§ About this task
Please reproduce the entries exactly as they appear below, but not the pictures.

Records from a collection
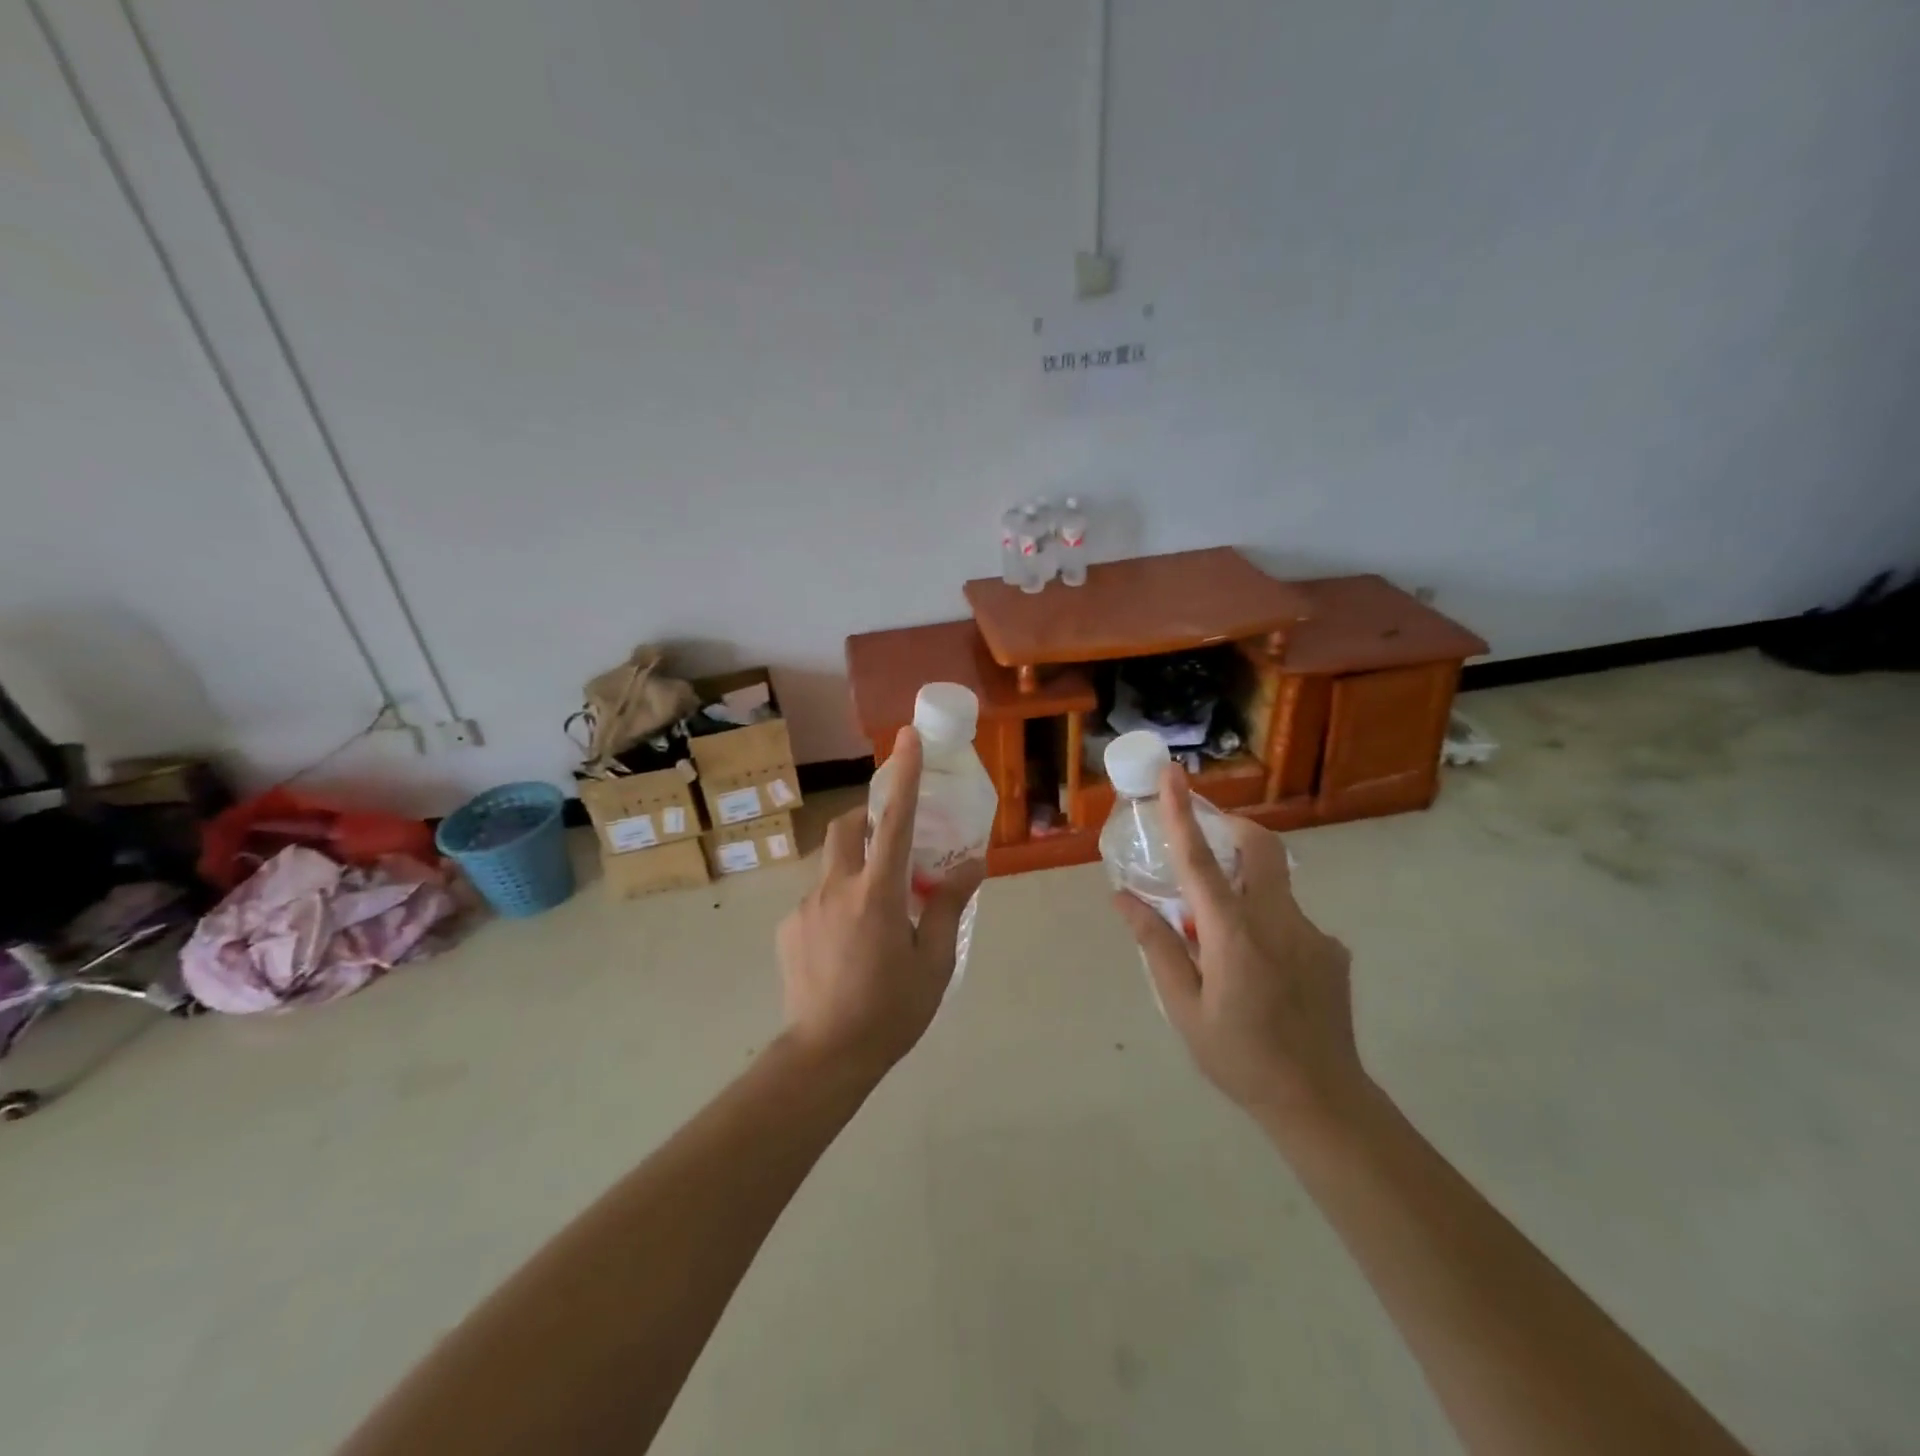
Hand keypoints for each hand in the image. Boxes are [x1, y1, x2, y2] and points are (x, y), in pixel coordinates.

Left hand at [776, 728, 985, 1080]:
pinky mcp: (788, 929)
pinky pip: (816, 899)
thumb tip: (971, 865)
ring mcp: (805, 907)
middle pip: (846, 827)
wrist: (824, 1057)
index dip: (903, 775)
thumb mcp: (934, 961)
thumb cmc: (890, 1010)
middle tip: (892, 841)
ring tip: (874, 912)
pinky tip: (848, 946)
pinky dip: (837, 903)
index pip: (893, 820)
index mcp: (877, 892)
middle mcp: (835, 888)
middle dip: (867, 816)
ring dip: (855, 868)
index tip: (907, 738)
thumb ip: (948, 905)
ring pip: (831, 865)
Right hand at [1112, 766, 1362, 1128]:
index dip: (1184, 814)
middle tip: (1206, 842)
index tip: (1174, 774)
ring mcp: (1313, 933)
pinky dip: (1266, 927)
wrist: (1322, 1103)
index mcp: (1234, 934)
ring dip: (1244, 893)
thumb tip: (1123, 898)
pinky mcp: (1332, 950)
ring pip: (1273, 888)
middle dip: (1232, 828)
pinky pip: (1290, 920)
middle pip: (1260, 847)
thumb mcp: (1183, 1007)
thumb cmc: (1240, 1057)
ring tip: (1225, 948)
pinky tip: (1261, 976)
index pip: (1202, 861)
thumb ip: (1156, 945)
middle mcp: (1278, 921)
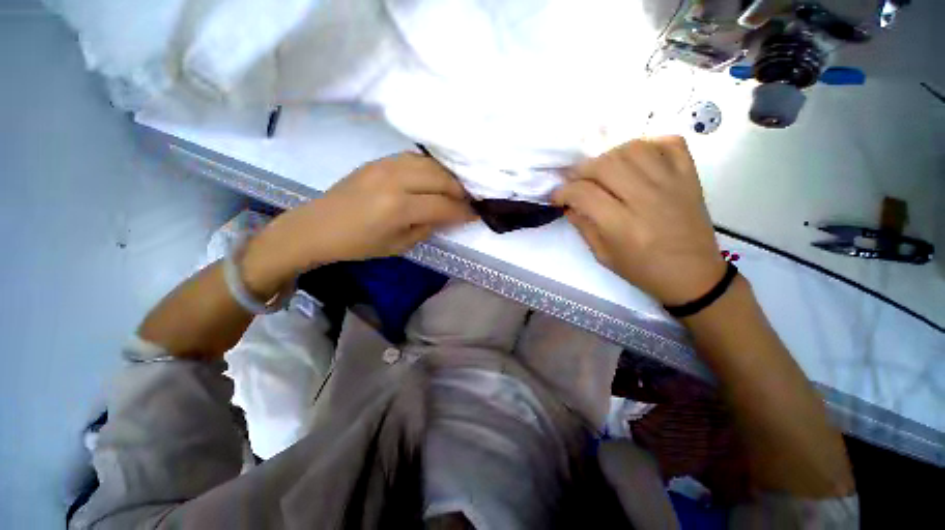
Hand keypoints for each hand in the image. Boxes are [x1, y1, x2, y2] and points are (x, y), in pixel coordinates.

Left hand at [242, 153, 476, 294]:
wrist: (318, 226)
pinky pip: (413, 158)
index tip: (476, 215)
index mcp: (398, 208)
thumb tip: (445, 215)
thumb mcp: (399, 245)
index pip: (443, 206)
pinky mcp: (378, 161)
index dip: (463, 211)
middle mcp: (395, 181)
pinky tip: (433, 178)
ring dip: (447, 176)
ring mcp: (385, 166)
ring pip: (429, 164)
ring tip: (453, 189)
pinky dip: (430, 168)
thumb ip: (427, 227)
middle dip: (460, 190)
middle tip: (467, 201)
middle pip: (441, 178)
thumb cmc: (358, 244)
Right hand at [551, 137, 725, 305]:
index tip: (556, 196)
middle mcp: (646, 199)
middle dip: (580, 170)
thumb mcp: (603, 256)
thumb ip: (584, 226)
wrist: (693, 274)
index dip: (562, 192)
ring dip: (609, 155)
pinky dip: (649, 144)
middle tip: (574, 181)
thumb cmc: (643, 270)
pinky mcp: (689, 177)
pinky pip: (669, 143)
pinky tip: (636, 160)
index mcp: (622, 226)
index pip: (583, 194)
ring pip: (633, 149)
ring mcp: (671, 184)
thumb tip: (569, 204)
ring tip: (603, 170)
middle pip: (605, 165)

§ Response box
Hand keypoints for each hand in the image. Boxes are [x1, y1, x2, y2] and points are (x, y), in pixel coordinates.

Left hand at [776, 728, 985, 1080]:
pinky mcp: (788, 929)
pinky pip: (816, 899)
thumb tip: (971, 865)
ring mcp: (805, 907)
middle pip: (846, 827)
wrist: (824, 1057)
index dip: (903, 775)
thumb mcp: (934, 961)
thumb cmc: (890, 1010)
middle tip: (892, 841)
ring tip: (874, 912)
pinky tip: (848, 946)
pinky dip: (837, 903)
index pip: (893, 820)
index mcp: (877, 892)
middle mcp: (835, 888)
middle dip: (867, 816)
ring dip: (855, 868)
index tip: (907, 738)
thumb ip: (948, 905)
ring pip: (831, 865)
Right hand at [1112, 766, 1362, 1128]:
index dip: (1184, 814)
middle tip: (1206, 842)
index tip: (1174, 774)
ring mcp: (1313, 933)
pinky dip: (1266, 927)
wrist: (1322, 1103)
index mcp: (1234, 934)
ring dip: (1244, 893)
thumb tip: (1123, 898)
pinky mcp: (1332, 950)
ring pip: (1273, 888)
middle dip: (1232, 828)
pinky pip: (1290, 920)
middle pip: (1260, 847)
thumb mcp: (1183, 1007)
thumb cmc: (1240, 1057)
ring tip: (1225, 948)
pinky tip: (1261, 976)
index pip: (1202, 861)
thumb ip: (1156, 945)
middle mcp: (1278, 921)
Hand keypoints for each hand in the image. Boxes are [x1, y1, x2, y2] and points are (x, y), in pixel coordinates.

Left hand at [242, 153, 476, 294]:
wrist: (318, 226)
pinky pip: (413, 158)
index tip: (476, 215)
index mcp: (398, 208)
thumb tip: (445, 215)
thumb mcp: (399, 245)
index pip: (443, 206)
pinky mcp: (378, 161)
index dip: (463, 211)
middle mcp: (395, 181)
pinky tip: (433, 178)
ring dip: (447, 176)
ring mcp: (385, 166)
ring pip: (429, 164)
ring tip: (453, 189)
pinky dip: (430, 168)
thumb ip: (427, 227)
middle dip: (460, 190)
middle tip: (467, 201)
middle pip: (441, 178)
thumb cmc: (358, 244)
Right hand at [551, 137, 725, 305]:
index tip: (556, 196)
middle mcp: (646, 199)
middle dip: (580, 170)
thumb mcp: (603, 256)
thumb ip: (584, 226)
wrist: (693, 274)
index dip: (562, 192)
ring dip: (609, 155)
pinky dip: (649, 144)
middle tip: (574, 181)
thumb cmc: (643, 270)
pinky mcp: (689, 177)
pinky pip: (669, 143)
pinky tip: (636, 160)
index mcp: (622, 226)
index pip: (583, 194)
ring pip: (633, 149)
ring mcp: (671, 184)
thumb tip: (569, 204)
ring tip: (603, 170)
middle pip: (605, 165)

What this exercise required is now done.